[BUG] Request too large

enricoros / big-AGI

Generative AI suite powered by state-of-the-art models and providing advanced AI/AGI functions. It features AI personas, AGI functions, multi-model chats, text-to-image, voice, response streaming, code highlighting and execution, PDF import, presets for developers, much more. Deploy on-prem or in the cloud.

https://big-agi.com

MIT License

5.63k stars 1.3k forks source link

[BUG] Request too large #636

Closed rohankandwal closed 2 months ago

rohankandwal commented 2 months ago

Description

Getting Request too large error, not sure how to proceed.

[Service Issue] Openai: Too Many Requests (429): "error": { "message": "Request too large for gpt-4o in organization org-Bnfdy1zwXXXXX on tokens per min (TPM): Limit 30000, Requested 35064. The input or output tokens must be reduced in order to run successfully. Visit https://platform.openai.com/account/rate-limits to learn more.", "type": "tokens", "param": null, "code": "rate_limit_exceeded" }

Device and browser

Mac os, Arc. Deployed on Vercel

Screenshots and more

No response

Willingness to Contribute

[ ] 🙋‍♂️ Yes, I would like to contribute a fix.

Xtrah commented 2 months ago

This is not related to big-agi. Your token per minute (TPM) rate limit depends on your OpenAI usage tier.

https://platform.openai.com/docs/guides/rate-limits/usage-tiers

rohankandwal commented 2 months ago

@Xtrah Once the chat became too long, I started getting this error with every chat response. Even after I opened the same chat next day.

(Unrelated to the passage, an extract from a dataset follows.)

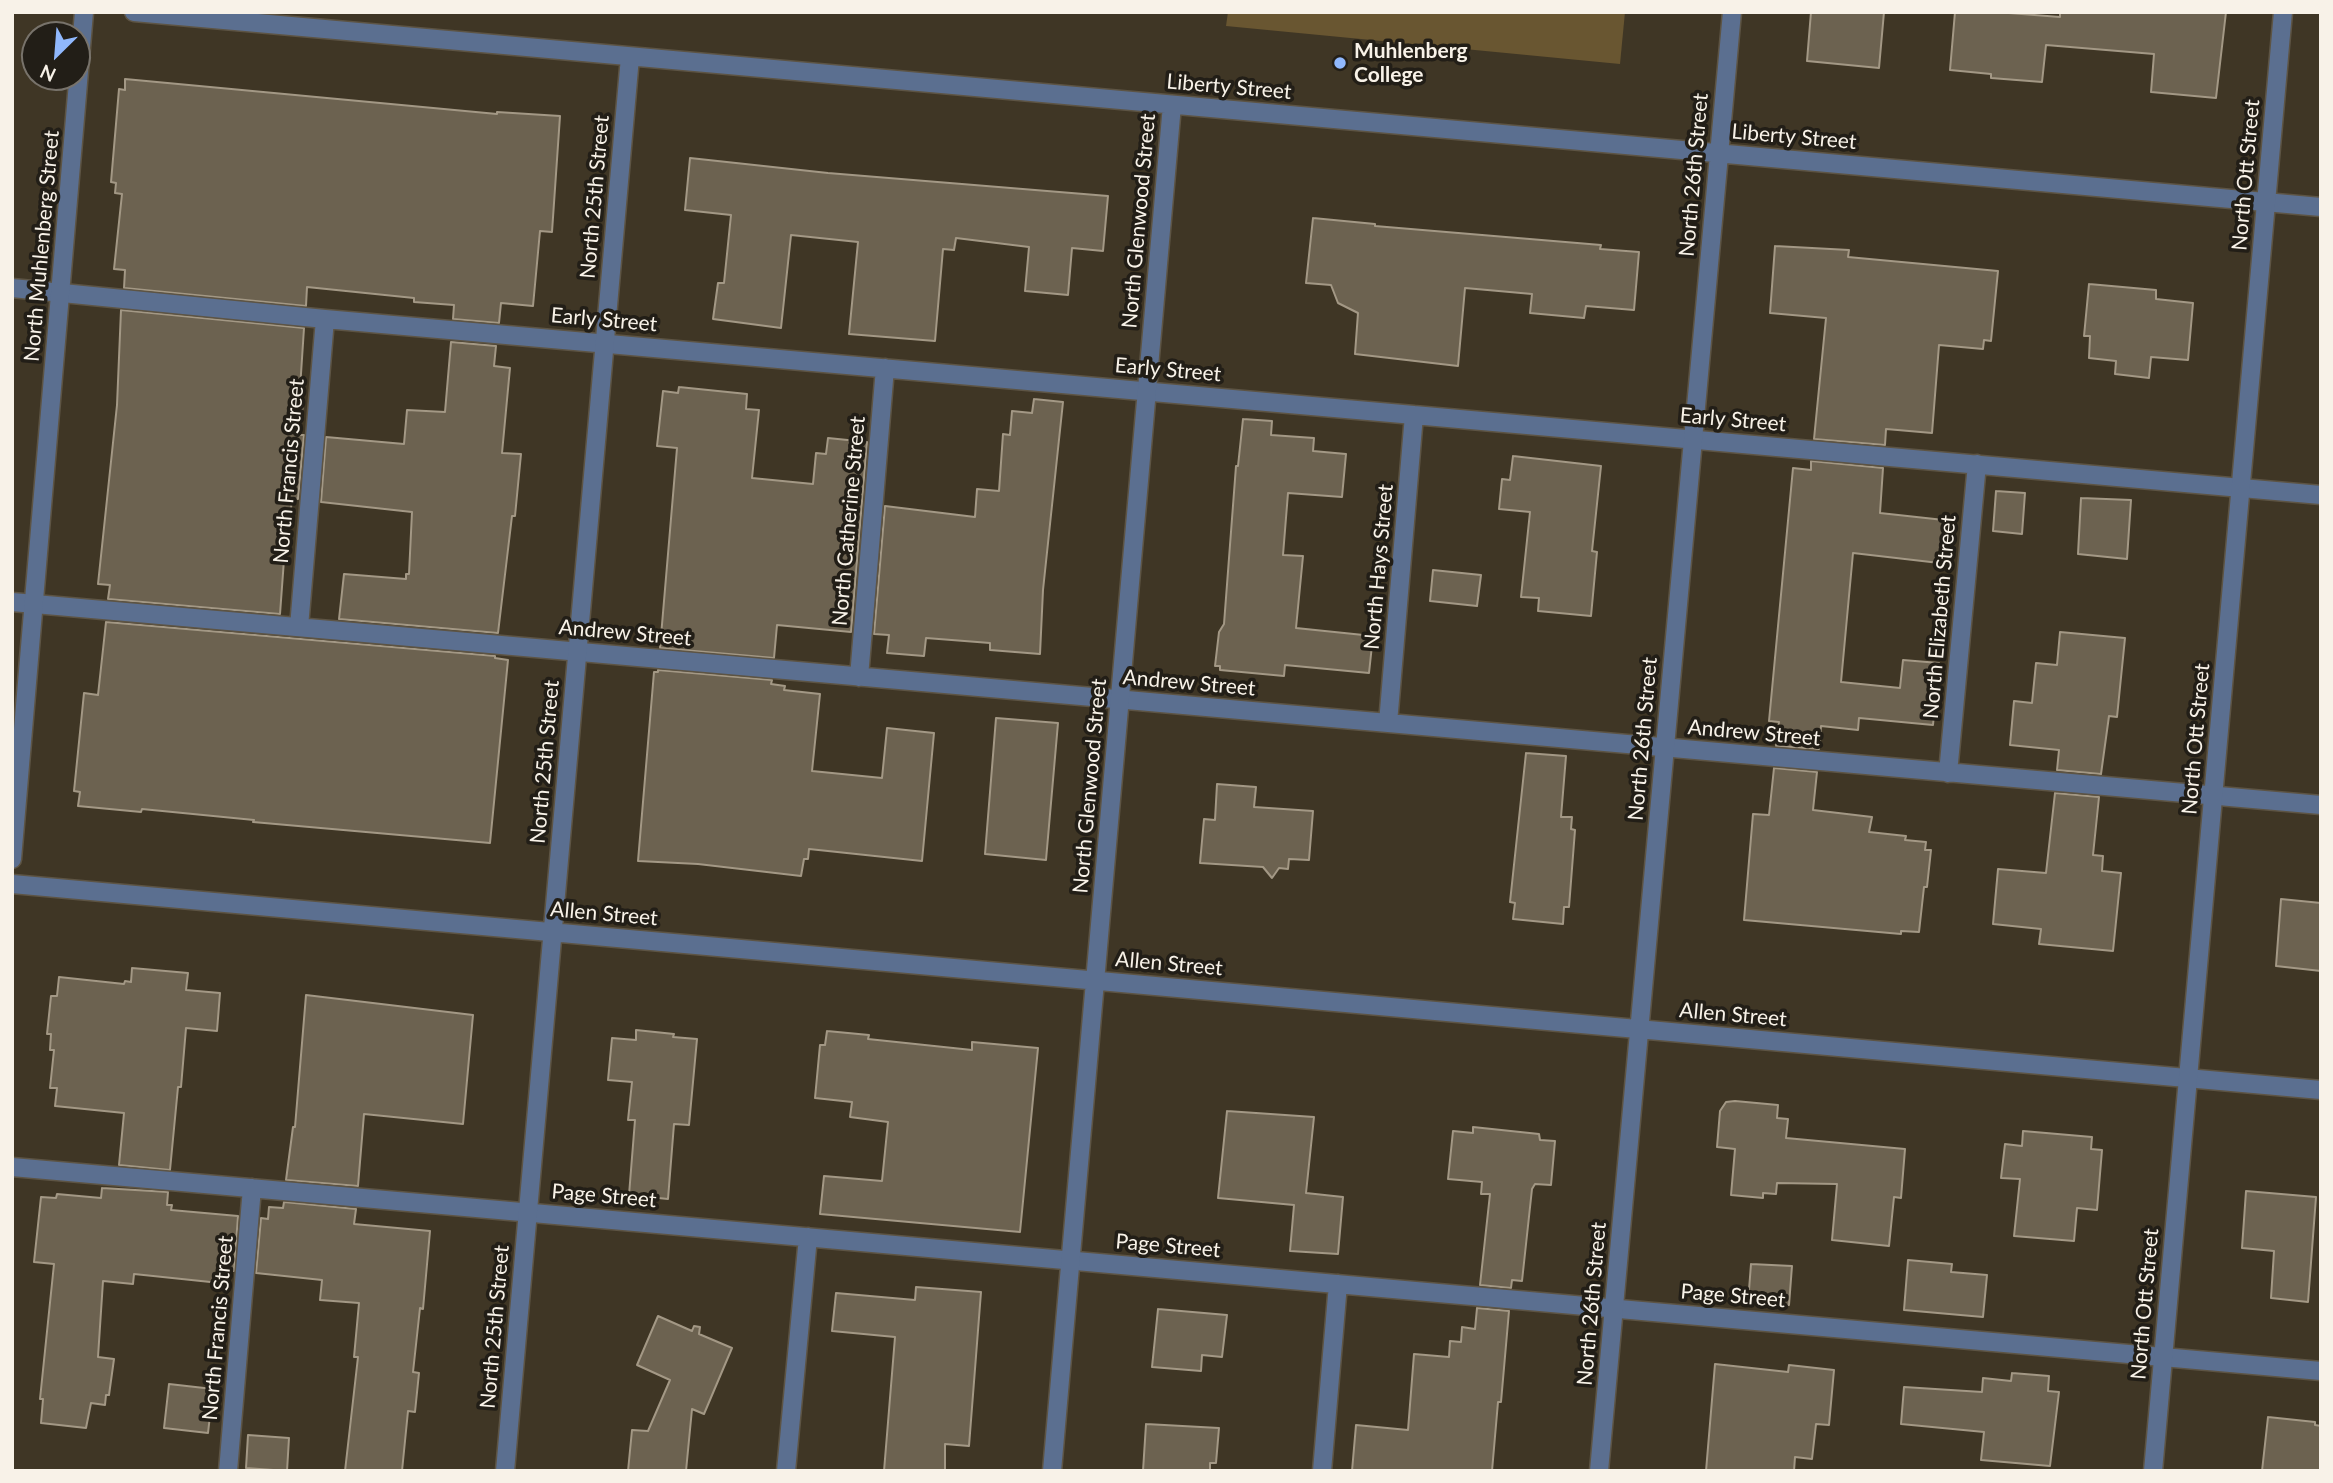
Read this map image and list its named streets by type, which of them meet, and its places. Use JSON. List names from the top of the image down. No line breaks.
{"streets":{"street":["Liberty Street","North 26th Street","North Ott Street","North 25th Street","North Glenwood Street","North Muhlenberg Street","Early Street","North Francis Street","North Catherine Street","North Hays Street","North Elizabeth Street","Andrew Street","Allen Street","Page Street"]},"crossings":[["Liberty Street","North 26th Street"],["Liberty Street","North Ott Street"],["Liberty Street","North 25th Street"],["Liberty Street","North Glenwood Street"],["North 26th Street","Early Street"],["North 26th Street","Andrew Street"],["North 26th Street","Allen Street"],["North 26th Street","Page Street"],["North Ott Street","Early Street"],["North Ott Street","Andrew Street"],["North Ott Street","Allen Street"],["North Ott Street","Page Street"],["North 25th Street","Early Street"],["North 25th Street","Andrew Street"],["North 25th Street","Allen Street"],["North 25th Street","Page Street"],["North Glenwood Street","Early Street"],["North Glenwood Street","Andrew Street"],["North Glenwood Street","Allen Street"],["North Glenwood Street","Page Street"],["North Muhlenberg Street","Early Street"],["North Muhlenberg Street","Andrew Street"],["Early Street","North Francis Street"],["Early Street","North Catherine Street"],["Early Street","North Hays Street"],["Early Street","North Elizabeth Street"],["North Francis Street","Andrew Street"],["North Francis Street","Page Street"],["North Catherine Street","Andrew Street"],["North Hays Street","Andrew Street"],["North Elizabeth Street","Andrew Street"]],"places":["Muhlenberg College"],"north":"bottom left"}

Xtrah commented 2 months ago

@rohankandwal This issue is not related to big-agi. You are encountering OpenAI's rate limits for your account tier. Your posted error message states this is a "Request too large" error due to exceeding the tokens per minute (TPM) limit for your organization.

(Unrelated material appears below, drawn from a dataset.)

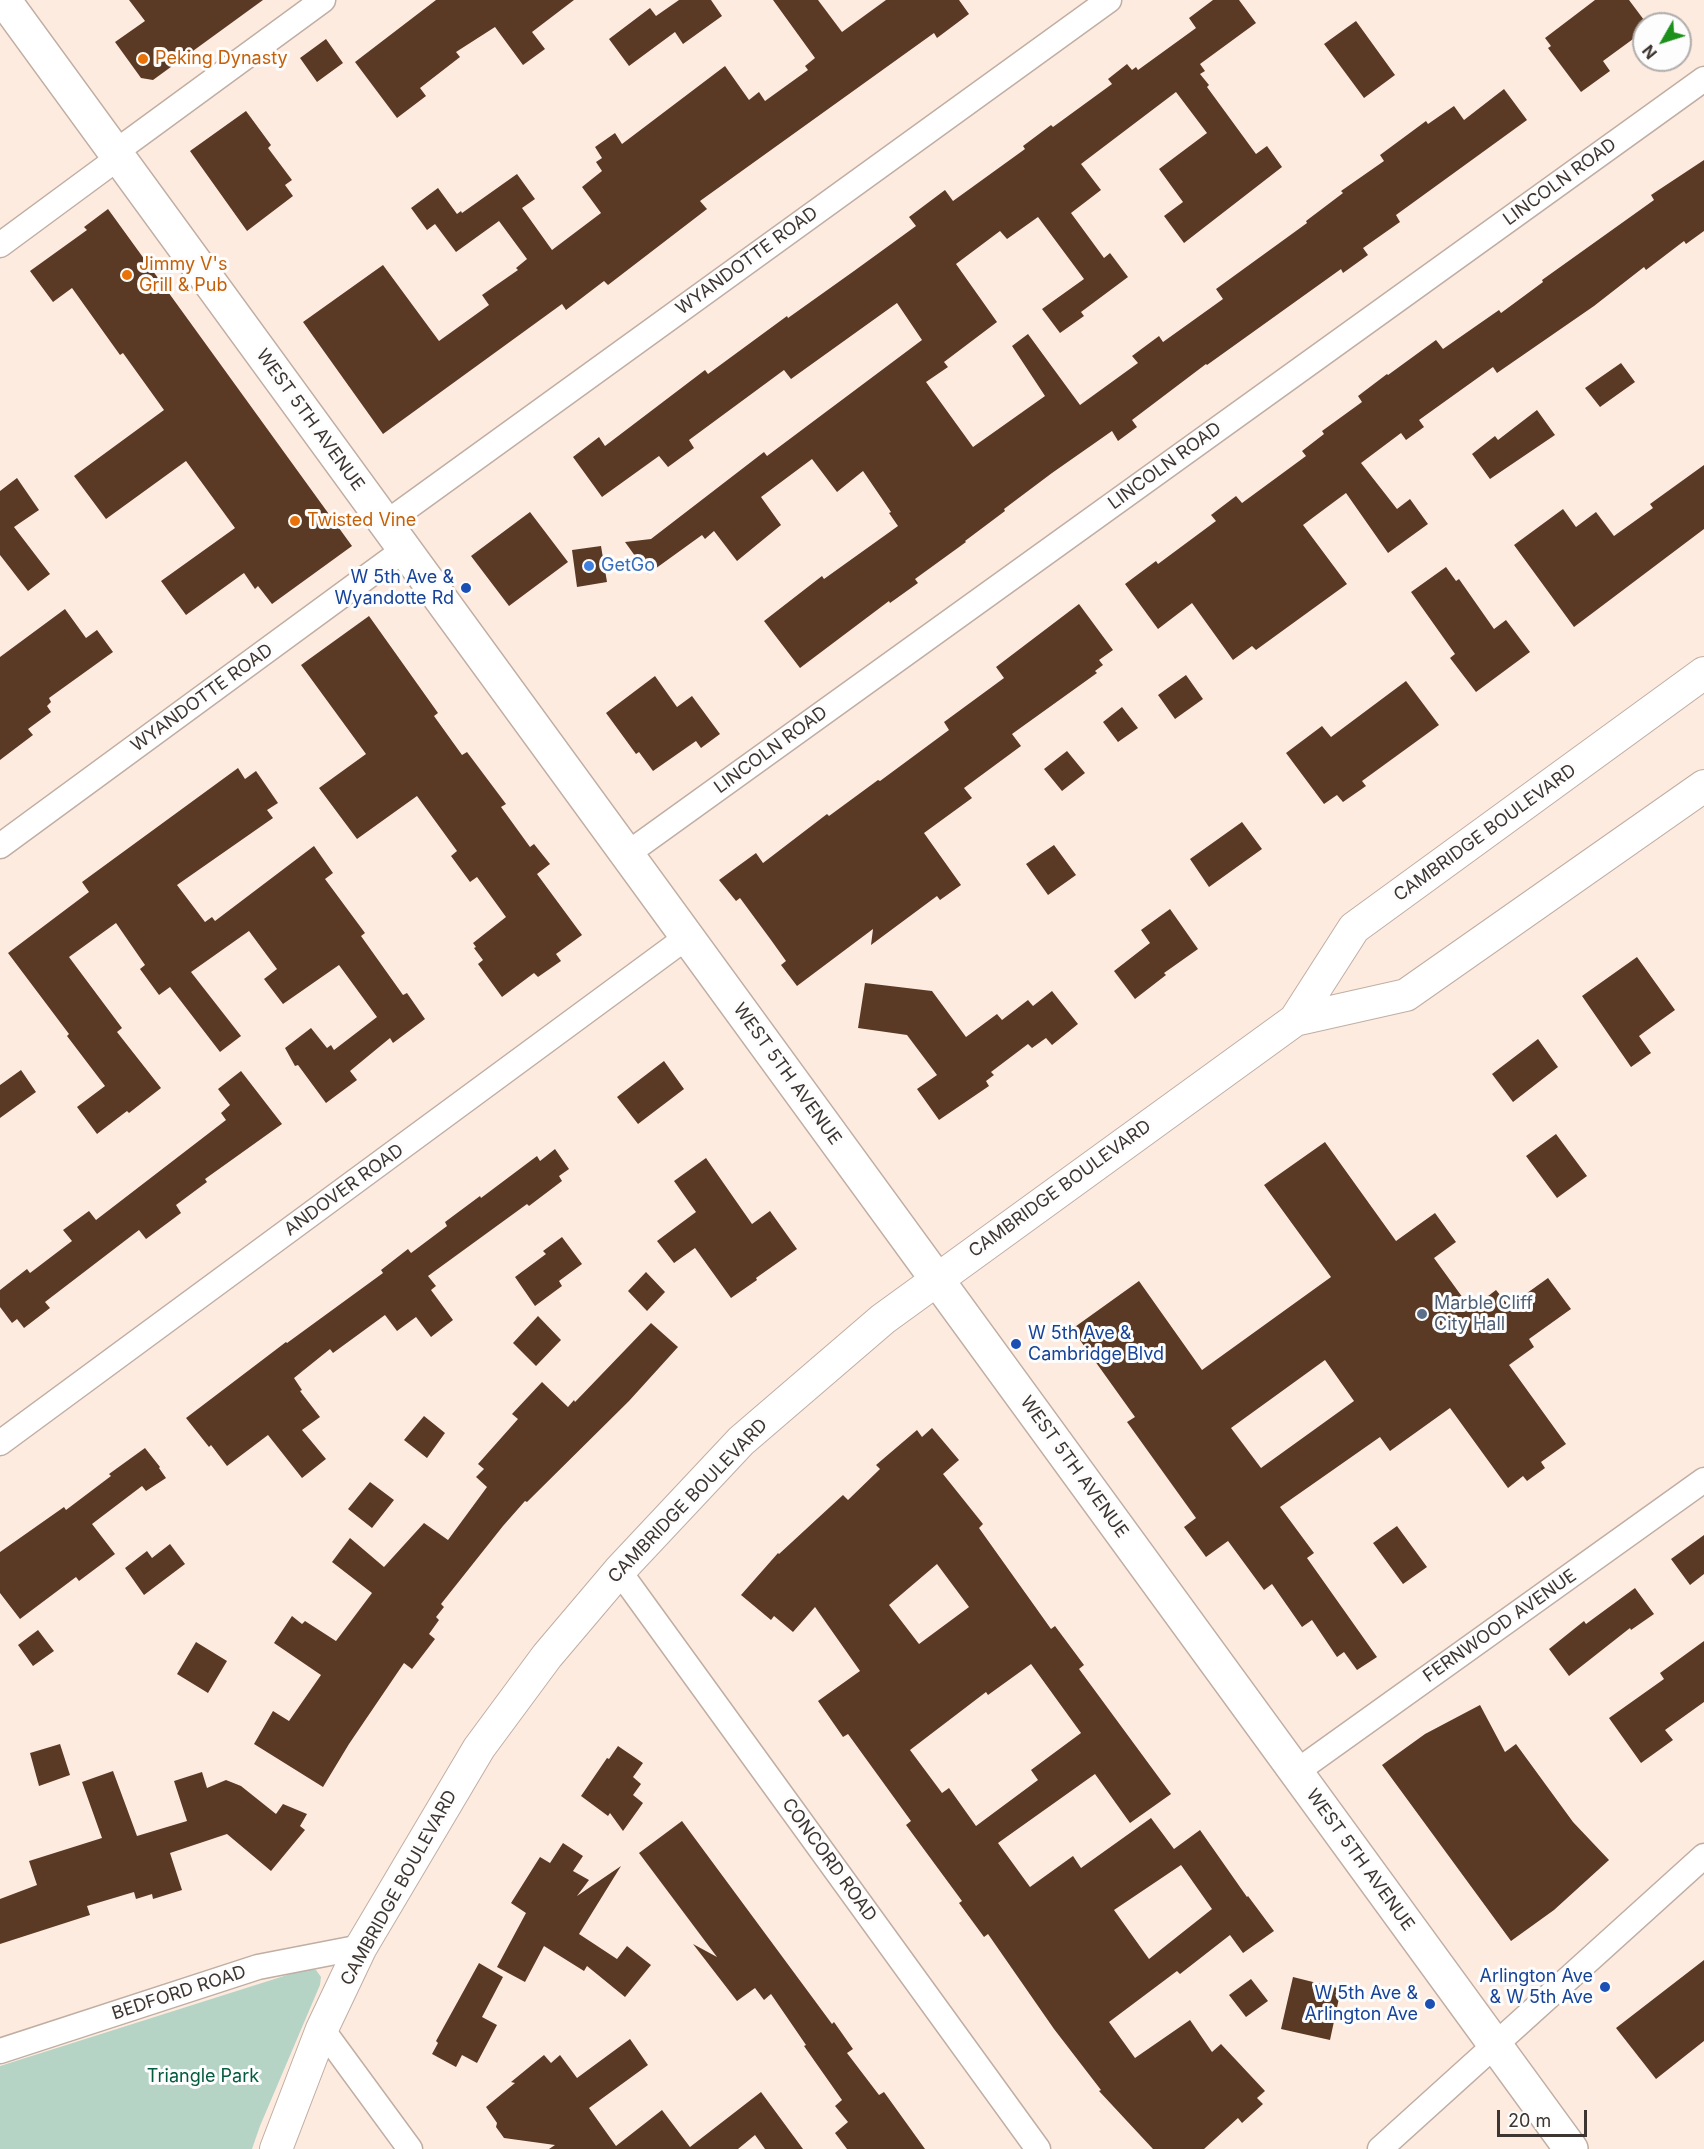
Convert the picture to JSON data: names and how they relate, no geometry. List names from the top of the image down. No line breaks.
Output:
{"streets":{"main road":["WEST 5TH AVENUE"],"street":["LINCOLN ROAD","WYANDOTTE ROAD","CAMBRIDGE BOULEVARD","ANDOVER ROAD","FERNWOOD AVENUE","CONCORD ROAD","BEDFORD ROAD"]},"crossings":[["LINCOLN ROAD","WEST 5TH AVENUE"],["WYANDOTTE ROAD","WEST 5TH AVENUE"],["WEST 5TH AVENUE","CAMBRIDGE BOULEVARD"],["WEST 5TH AVENUE","ANDOVER ROAD"],["WEST 5TH AVENUE","FERNWOOD AVENUE"],["CAMBRIDGE BOULEVARD","CONCORD ROAD"],["CAMBRIDGE BOULEVARD","BEDFORD ROAD"]],"parks":["Triangle Park"],"places":["Peking Dynasty","Jimmy V's Grill & Pub","Twisted Vine","GetGo","W 5th Ave & Wyandotte Rd","Marble Cliff City Hall","W 5th Ave & Cambridge Blvd","Arlington Ave & W 5th Ave","W 5th Ave & Arlington Ave"],"scale_bar":"20 m","north":"bottom left"}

To resolve this you need to reduce the length of your conversations or the frequency of your requests to below 30 000 tokens, or upgrade your OpenAI account to a higher tier if you need longer conversations/more tokens per minute.

Please read the OpenAI documentation on rate limits: https://platform.openai.com/docs/guides/rate-limits

enricoros commented 2 months ago

Great feedback @Xtrah - this is by the underlying LLM provider (OpenAI) and once you hit this limit the only solution is to walk back the chat a bit, and maybe go back and remove some earlier messages.

We have a tool for cleaning up the chat, called Cleanup, on the top-right menu: This is a screenshot of how it looks in Big-AGI 2, but it's very similar. This will give you an idea of where the tokens are allocated the most, and you can remove older messages (or "hide" them from the llm in Big-AGI 2).

I'll mark this as closed, but please let me know if you have further UI/UX ideas on how to improve the User Experience once this limit is reached.

rohankandwal commented 2 months ago

@enricoros Thanks for this, since this might happen sooner than you think, specially on a chat thread which contains code, can we have a automatic cleanup, basically the really older message gets removed. This could be a setting to keep the token size smaller.

Since we have a finite models and know the error response codes, it shouldn't be too difficult to parse the error and remove this or to show this selection window by default with an error prompt? Personally, I never associated "Cleanup" to reduce token size, i thought it's just to clear your chat history a bit.